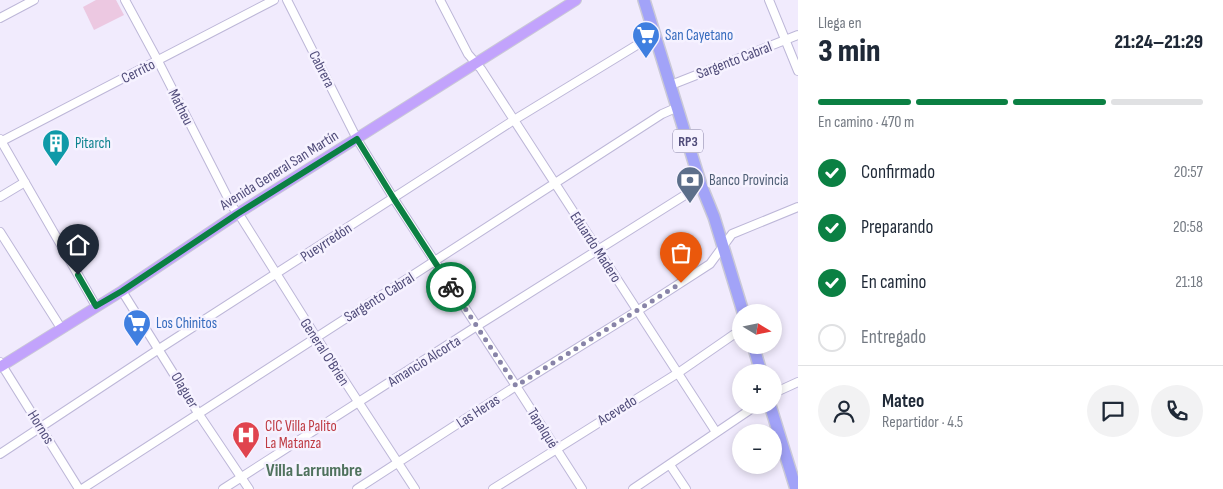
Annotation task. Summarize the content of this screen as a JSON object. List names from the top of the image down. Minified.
{"streets":{"highway":["RP3"],"main road":["Avenida General San Martín"],"street":["Sargento Cabral","Cabrera","Cerrito","Matheu","Pueyrredón","Eduardo Madero","General O'Brien","Amancio Alcorta","Olaguer","Acevedo","Las Heras","Hornos","Tapalqué"]},"crossings":[["Sargento Cabral","RP3"],["Sargento Cabral","Eduardo Madero"],["Sargento Cabral","General O'Brien"],["Sargento Cabral","Olaguer"],["Sargento Cabral","Hornos"],["Sargento Cabral","Tapalqué"],["Cabrera","Avenida General San Martín"],["Cabrera","Tapalqué"],["Cerrito","Matheu"],["Matheu","Avenida General San Martín"],["Matheu","General O'Brien"],["RP3","Pueyrredón"],["RP3","Amancio Alcorta"],["RP3","Las Heras"],["Avenida General San Martín","Eduardo Madero"],["Avenida General San Martín","General O'Brien"],["Avenida General San Martín","Olaguer"],["Avenida General San Martín","Hornos"],["Avenida General San Martín","Tapalqué"],["Pueyrredón","Eduardo Madero"],["Pueyrredón","General O'Brien"],["Pueyrredón","Olaguer"],["Pueyrredón","Hornos"],["Pueyrredón","Tapalqué"],["Eduardo Madero","Amancio Alcorta"],["Eduardo Madero","Acevedo"],["Eduardo Madero","Las Heras"],["General O'Brien","Amancio Alcorta"],["General O'Brien","Las Heras"],["Amancio Alcorta","Olaguer"],["Amancio Alcorta","Tapalqué"],["Acevedo","Tapalqué"],["Las Heras","Tapalqué"]],"districts":["Villa Larrumbre"],"places":{"supermarket":["San Cayetano","Los Chinitos"],"building":["Pitarch"],"bank":["Banco Provincia"],"hospital":["CIC Villa Palito La Matanza"]},"north":"right","page":{"heading":["3 min","Llega en","21:24–21:29"],"panel":["Mateo","Repartidor · 4.5"],"bar":"En camino · 470 m","list":[["Confirmado","20:57"],["Preparando","20:58"],["En camino","21:18"],"Entregado"],"map_buttons":["+","−"]}}
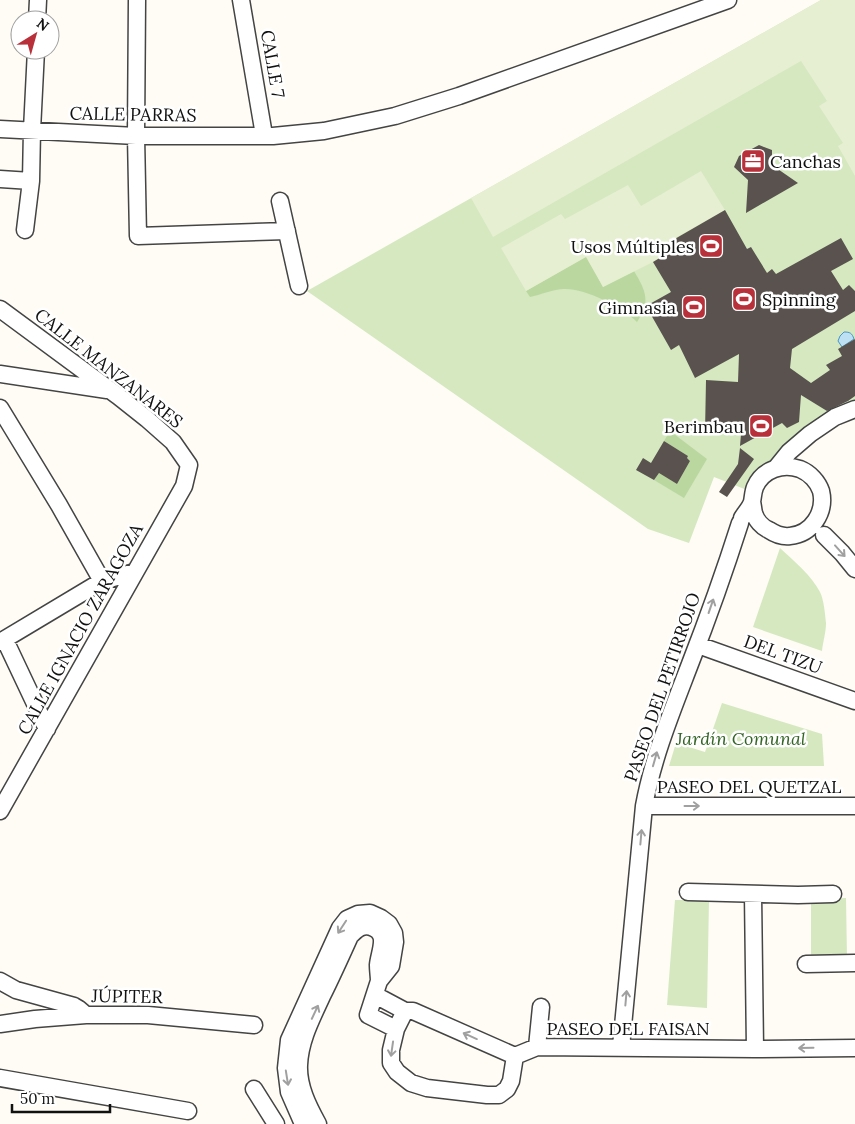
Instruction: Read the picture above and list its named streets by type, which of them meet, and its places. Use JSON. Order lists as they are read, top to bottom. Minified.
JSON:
{"streets":{"street":["CALLE 7","CALLE PARRAS","CALLE MANZANARES","CALLE IGNACIO ZARAGOZA","DEL TIZU","PASEO DEL PETIRROJO","PASEO DEL QUETZAL","JÚPITER","PASEO DEL FAISAN"]},"crossings":[["CALLE 7","CALLE PARRAS"],["CALLE MANZANARES","CALLE IGNACIO ZARAGOZA"],["DEL TIZU","PASEO DEL PETIRROJO"],["PASEO DEL PETIRROJO","PASEO DEL QUETZAL"],["PASEO DEL PETIRROJO","PASEO DEL FAISAN"]],"parks":["Jardín Comunal"],"places":{"office":["Canchas"],"sports":["Usos Múltiples","Spinning","Gimnasia","Berimbau"]},"scale_bar":"50 m","north":"top right"}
————————
• **WHAT IS BEING ASKED**: What is needed is an exact copy of every entry, minus the images.

• **WORKED SOLUTION**:
Annotation task. Summarize the content of this screen as a JSON object. List names from the top of the image down. Minified.
{"streets":{"highway":["RP3"],"main road":["Avenida General San Martín"],"street":["Sargento Cabral","Cabrera","Cerrito","Matheu","Pueyrredón","Eduardo Madero","General O'Brien","Amancio Alcorta","Olaguer","Acevedo","Las Heras","Hornos","Tapalqué"]},"crossings":[["Sargento Cabral","RP3"],["Sargento Cabral","Eduardo Madero"],["Sargento Cabral","General O'Brien"],["Sargento Cabral","Olaguer"],["Sargento Cabral","Hornos"],["Sargento Cabral","Tapalqué"],["Cabrera","Avenida General San Martín"],["Cabrera","Tapalqué"],["Cerrito","Matheu"],["Matheu","Avenida General San Martín"],["Matheu","General O'Brien"],["RP3","Pueyrredón"],["RP3","Amancio Alcorta"],["RP3","Las Heras"],["Avenida General San Martín","Eduardo Madero"],["Avenida General San Martín","General O'Brien"],["Avenida General San Martín","Olaguer"],["Avenida General San Martín","Hornos"],["Avenida General San Martín","Tapalqué"],["Pueyrredón","Eduardo Madero"],["Pueyrredón","General O'Brien"],["Pueyrredón","Olaguer"],["Pueyrredón","Hornos"],["Pueyrredón","Tapalqué"],["Eduardo Madero","Amancio Alcorta"],["Eduardo Madero","Acevedo"],["Eduardo Madero","Las Heras"],["General O'Brien","Amancio Alcorta"],["General O'Brien","Las Heras"],["Amancio Alcorta","Olaguer"],["Amancio Alcorta","Tapalqué"],["Acevedo","Tapalqué"],["Las Heras","Tapalqué"]],"districts":["Villa Larrumbre"],"places":{"supermarket":["San Cayetano","Los Chinitos"],"building":["Pitarch"],"bank":["Banco Provincia"],"hospital":["CIC Villa Palito La Matanza"]},"north":"right","page":{"heading":["3 min","Llega en","21:24–21:29"],"panel":["Mateo","Repartidor · 4.5"],"bar":"En camino · 470 m","list":[["Confirmado","20:57"],["Preparando","20:58"],["En camino","21:18"],"Entregado"],"map_buttons":["+","−"]}}
Instruction: Read the picture above and list its named streets by type, which of them meet, and its places. Use JSON. Order lists as they are read, top to bottom. Minified.
JSON:
{"streets":{"street":["CALLE 7","CALLE PARRAS","CALLE MANZANARES","CALLE IGNACIO ZARAGOZA","DEL TIZU","PASEO DEL PETIRROJO","PASEO DEL QUETZAL","JÚPITER","PASEO DEL FAISAN"]},"crossings":[["CALLE 7","CALLE PARRAS"],["CALLE MANZANARES","CALLE IGNACIO ZARAGOZA"],["DEL TIZU","PASEO DEL PETIRROJO"],["PASEO DEL PETIRROJO","PASEO DEL QUETZAL"],["PASEO DEL PETIRROJO","PASEO DEL FAISAN"]],"parks":["Jardín Comunal"],"places":{"office":["Canchas"],"sports":["Usos Múltiples","Spinning","Gimnasia","Berimbau"]},"scale_bar":"50 m","north":"top right"}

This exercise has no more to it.